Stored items
☆ ☆ ☆ ☆
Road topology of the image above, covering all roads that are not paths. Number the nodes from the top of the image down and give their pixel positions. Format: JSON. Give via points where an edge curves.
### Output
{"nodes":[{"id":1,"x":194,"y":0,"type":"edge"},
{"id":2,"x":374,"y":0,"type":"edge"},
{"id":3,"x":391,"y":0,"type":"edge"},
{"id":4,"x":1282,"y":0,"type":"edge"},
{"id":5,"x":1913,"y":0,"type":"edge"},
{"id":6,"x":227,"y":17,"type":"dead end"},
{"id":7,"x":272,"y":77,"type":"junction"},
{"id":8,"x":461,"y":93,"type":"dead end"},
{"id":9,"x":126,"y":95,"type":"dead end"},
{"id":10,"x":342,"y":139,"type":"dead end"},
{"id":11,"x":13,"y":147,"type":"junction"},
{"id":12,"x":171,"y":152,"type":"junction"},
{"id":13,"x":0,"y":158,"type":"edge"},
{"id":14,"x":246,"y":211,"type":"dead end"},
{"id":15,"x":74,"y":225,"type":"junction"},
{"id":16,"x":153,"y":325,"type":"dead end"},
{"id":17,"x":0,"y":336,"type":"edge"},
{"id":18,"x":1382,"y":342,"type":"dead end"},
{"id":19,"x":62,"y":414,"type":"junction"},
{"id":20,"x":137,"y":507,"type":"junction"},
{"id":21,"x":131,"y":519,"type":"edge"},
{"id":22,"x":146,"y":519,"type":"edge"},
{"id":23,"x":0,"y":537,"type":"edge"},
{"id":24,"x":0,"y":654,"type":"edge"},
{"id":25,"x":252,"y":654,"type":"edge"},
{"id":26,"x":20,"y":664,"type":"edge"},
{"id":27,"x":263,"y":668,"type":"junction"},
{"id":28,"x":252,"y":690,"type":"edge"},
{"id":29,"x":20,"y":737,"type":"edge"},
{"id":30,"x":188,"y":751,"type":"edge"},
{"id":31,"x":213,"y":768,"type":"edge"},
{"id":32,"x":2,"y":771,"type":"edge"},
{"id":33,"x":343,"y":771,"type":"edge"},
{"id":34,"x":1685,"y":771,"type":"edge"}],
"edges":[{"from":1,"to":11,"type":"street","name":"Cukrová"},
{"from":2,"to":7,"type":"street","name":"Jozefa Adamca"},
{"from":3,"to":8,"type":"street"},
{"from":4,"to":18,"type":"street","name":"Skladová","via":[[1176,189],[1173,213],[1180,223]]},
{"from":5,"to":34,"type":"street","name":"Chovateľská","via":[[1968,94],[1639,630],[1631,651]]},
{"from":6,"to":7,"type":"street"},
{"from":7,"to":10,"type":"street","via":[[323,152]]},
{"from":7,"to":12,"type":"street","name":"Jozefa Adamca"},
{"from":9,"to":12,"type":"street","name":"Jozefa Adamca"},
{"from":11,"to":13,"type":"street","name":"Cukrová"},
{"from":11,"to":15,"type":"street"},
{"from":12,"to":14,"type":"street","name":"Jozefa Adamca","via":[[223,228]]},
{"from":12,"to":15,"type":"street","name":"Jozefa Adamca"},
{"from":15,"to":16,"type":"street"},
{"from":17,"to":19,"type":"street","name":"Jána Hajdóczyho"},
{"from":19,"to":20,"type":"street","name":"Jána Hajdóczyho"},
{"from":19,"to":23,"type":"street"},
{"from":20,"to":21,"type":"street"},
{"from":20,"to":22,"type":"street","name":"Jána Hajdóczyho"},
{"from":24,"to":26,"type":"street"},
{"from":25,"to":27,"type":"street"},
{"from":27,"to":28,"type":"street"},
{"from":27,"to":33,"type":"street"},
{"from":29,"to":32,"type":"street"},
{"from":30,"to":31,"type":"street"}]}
☆ ☆ ☆ ☆
What the task asks
From the first line to the last, write out the data exactly.

The completed task
Road topology of the image above, covering all roads that are not paths. Number the nodes from the top of the image down and give their pixel positions. Format: JSON. Give via points where an edge curves.
### Output
{"nodes":[{"id":1,"x":194,"y":0,"type":"edge"},
{"id":2,"x":374,"y":0,"type":"edge"},
{"id":3,"x":391,"y":0,"type":"edge"},
{"id":4,"x":1282,"y":0,"type":"edge"},
{"id":5,"x":1913,"y":0,"type":"edge"},
{"id":6,"x":227,"y":17,"type":"dead end"},
{"id":7,"x":272,"y":77,"type":"junction"},
{"id":8,"x":461,"y":93,"type":"dead end"},
{"id":9,"x":126,"y":95,"type":"dead end"},
{"id":10,"x":342,"y":139,"type":"dead end"},
{"id":11,"x":13,"y":147,"type":"junction"},
{"id":12,"x":171,"y":152,"type":"junction"},
{"id":13,"x":0,"y":158,"type":"edge"},
{"id":14,"x":246,"y":211,"type":"dead end"},
{"id":15,"x":74,"y":225,"type":"junction"},
{"id":16,"x":153,"y":325,"type":"dead end"},
{"id":17,"x":0,"y":336,"type":"edge"},
{"id":18,"x":1382,"y":342,"type":"dead end"},
{"id":19,"x":62,"y":414,"type":"junction"},
{"id":20,"x":137,"y":507,"type":"junction"},
{"id":21,"x":131,"y":519,"type":"edge"},
{"id":22,"x":146,"y":519,"type":"edge"},
{"id":23,"x":0,"y":537,"type":"edge"},
{"id":24,"x":0,"y":654,"type":"edge"},
{"id":25,"x":252,"y":654,"type":"edge"},
{"id":26,"x":20,"y":664,"type":"edge"},
{"id":27,"x":263,"y":668,"type":"junction"},
{"id":28,"x":252,"y":690,"type":"edge"},
{"id":29,"x":20,"y":737,"type":"edge"},
{"id":30,"x":188,"y":751,"type":"edge"},
{"id":31,"x":213,"y":768,"type":"edge"},
{"id":32,"x":2,"y":771,"type":"edge"},
{"id":33,"x":343,"y":771,"type":"edge"},
{"id":34,"x":1685,"y":771,"type":"edge"}],
"edges":[{"from":1,"to":11,"type":"street","name":"Cukrová"},
{"from":2,"to":7,"type":"street","name":"Jozefa Adamca"},
{"from":3,"to":8,"type":"street"},
{"from":4,"to":18,"type":"street","name":"Skladová","via":[[1176,189],[1173,213],[1180,223]]},
{"from":5,"to":34,"type":"street","name":"Chovateľská","via":[[1968,94],[1639,630],[1631,651]]},
{"from":6,"to":7,"type":"street"},
{"from":7,"to":10,"type":"street","via":[[323,152]]},
{"from":7,"to":12,"type":"street","name":"Jozefa Adamca"},
{"from":9,"to":12,"type":"street","name":"Jozefa Adamca"},
{"from":11,"to":13,"type":"street","name":"Cukrová"},
{"from":11,"to":15,"type":"street"},
{"from":12,"to":14,"type":"street","name":"Jozefa Adamca","via":[[223,228]]},
{"from":12,"to":15,"type":"street","name":"Jozefa Adamca"},
{"from":15,"to":16,"type":"street"},
{"from":17,"to":19,"type":"street","name":"Jána Hajdóczyho"},
{"from":19,"to":20,"type":"street","name":"Jána Hajdóczyho"},
{"from":19,"to":23,"type":"street"},
{"from":20,"to":21,"type":"street"},
{"from":20,"to":22,"type":"street","name":"Jána Hajdóczyho"},
{"from":24,"to":26,"type":"street"},
{"from":25,"to":27,"type":"street"},
{"from":27,"to":28,"type":"street"},
{"from":27,"to":33,"type":"street"},
{"from":29,"to":32,"type":"street"},
{"from":30,"to":31,"type":"street"}]}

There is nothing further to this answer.